WHAT YOU ARE ASKED TO DO
Produce a word-for-word copy of the data that follows, excluding images.

SUPPLIED RECORDS
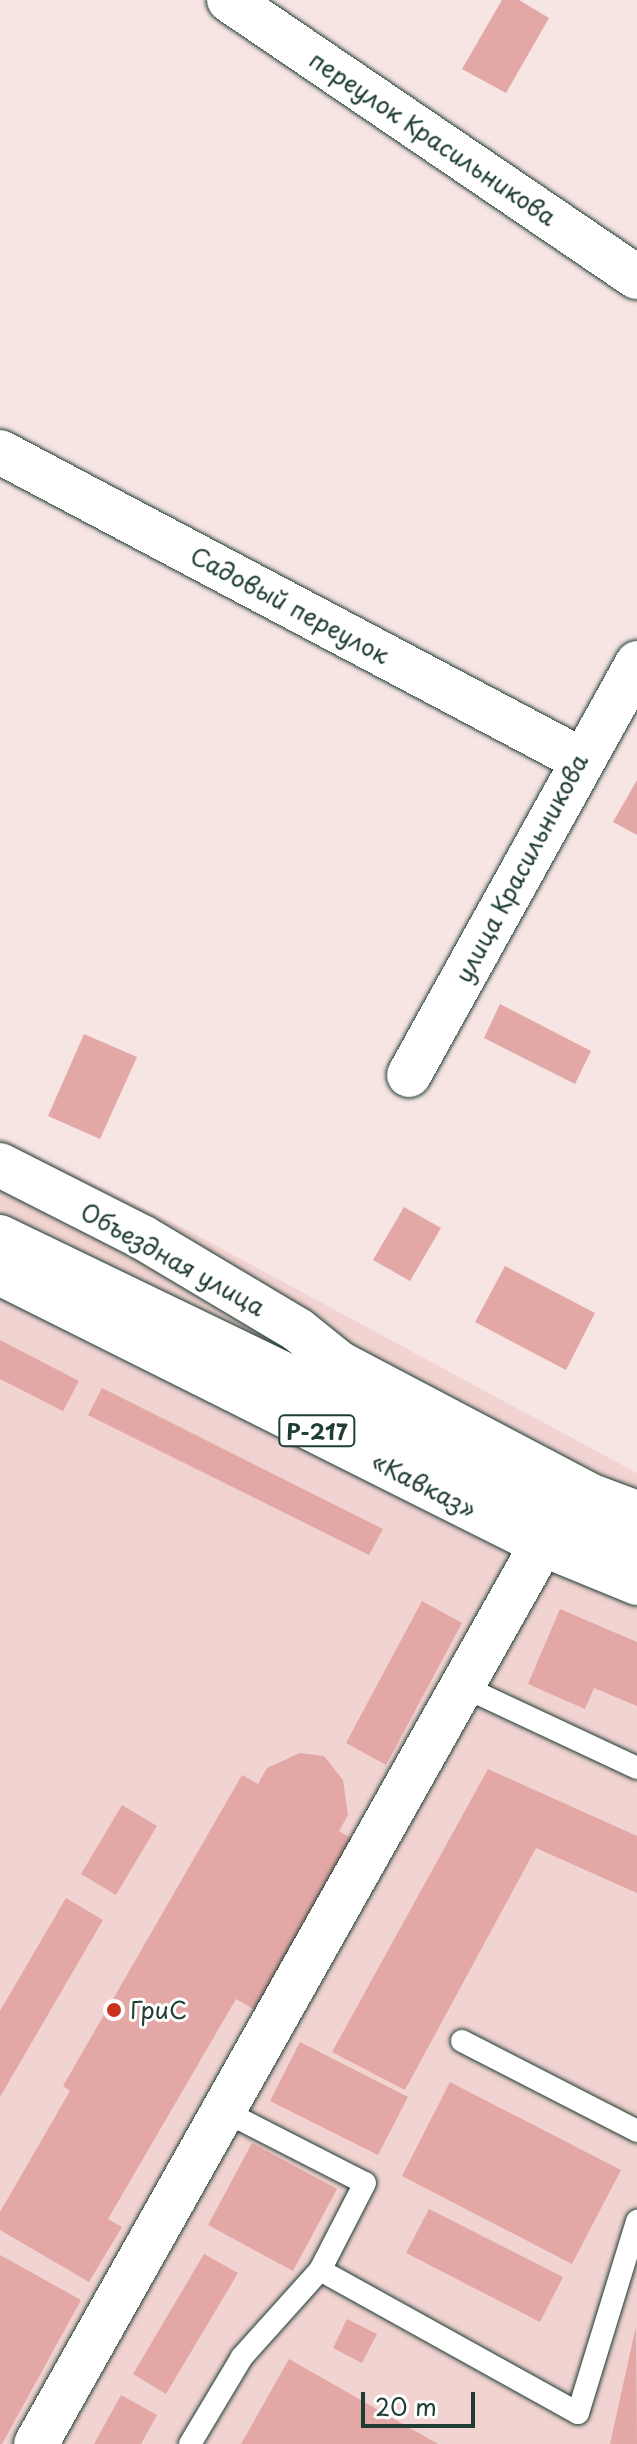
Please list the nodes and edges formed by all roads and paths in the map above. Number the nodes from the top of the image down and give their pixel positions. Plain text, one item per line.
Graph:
1 (229, 0) edge
2 (637, 277) edge
3 (0, 452) edge
4 (637, 663) edge
5 (580, 759) junction
6 (409, 1075) dead end
7 (0, 1165) edge
8 (0, 1237) edge
9 (0, 1273) edge
10 (340, 1383) junction
11 (637, 1513) edge
12 (552, 1527) junction
13 (637, 1545) edge
14 (637, 1583) edge
15 (462, 1686) junction
16 (637, 1768) edge
17 (462, 2041) dead end
18 (224, 2111) junction
19 (637, 2131) edge
20 (637, 2221) edge
21 (320, 2270) junction
22 (36, 2444) edge
23 (190, 2444) edge

1 - 2 street, переулок Красильникова
3 - 5 street, Садовый переулок
4 - 5 street, улица Красильникова
5 - 6 street, улица Красильникова
7 - 10 street, Объездная улица
8 - 10 street, «Кавказ» / Р-217
9 - 12 street, «Кавказ» / Р-217
10 - 11 street, Объездная улица
10 - 12 street, «Кавказ» / Р-217
12 - 13 street, «Кавказ» / Р-217
12 - 14 street, «Кавказ» / Р-217
12 - 15 street
15 - 16 lane
15 - 18 street
17 - 19 lane
18 - 21 lane
18 - 22 street
20 - 21 lane
21 - 23 lane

TASK RESULT
Please list the nodes and edges formed by all roads and paths in the map above. Number the nodes from the top of the image down and give their pixel positions. Plain text, one item per line.
Graph:
1 (229, 0) edge
2 (637, 277) edge
3 (0, 452) edge
4 (637, 663) edge
5 (580, 759) junction
6 (409, 1075) dead end
7 (0, 1165) edge
8 (0, 1237) edge
9 (0, 1273) edge
10 (340, 1383) junction
11 (637, 1513) edge
12 (552, 1527) junction
13 (637, 1545) edge
14 (637, 1583) edge
15 (462, 1686) junction
16 (637, 1768) edge
17 (462, 2041) dead end
18 (224, 2111) junction
19 (637, 2131) edge
20 (637, 2221) edge
21 (320, 2270) junction
22 (36, 2444) edge
23 (190, 2444) edge

1 - 2 street, переулок Красильникова
3 - 5 street, Садовый переулок
4 - 5 street, улица Красильникова
5 - 6 street, улица Красильникова
7 - 10 street, Объездная улица
8 - 10 street, «Кавказ» / Р-217
9 - 12 street, «Кавказ» / Р-217
10 - 11 street, Объездная улица
10 - 12 street, «Кавказ» / Р-217
12 - 13 street, «Кавказ» / Р-217
12 - 14 street, «Кавказ» / Р-217
12 - 15 street
15 - 16 lane
15 - 18 street
17 - 19 lane
18 - 21 lane
18 - 22 street
20 - 21 lane
21 - 23 lane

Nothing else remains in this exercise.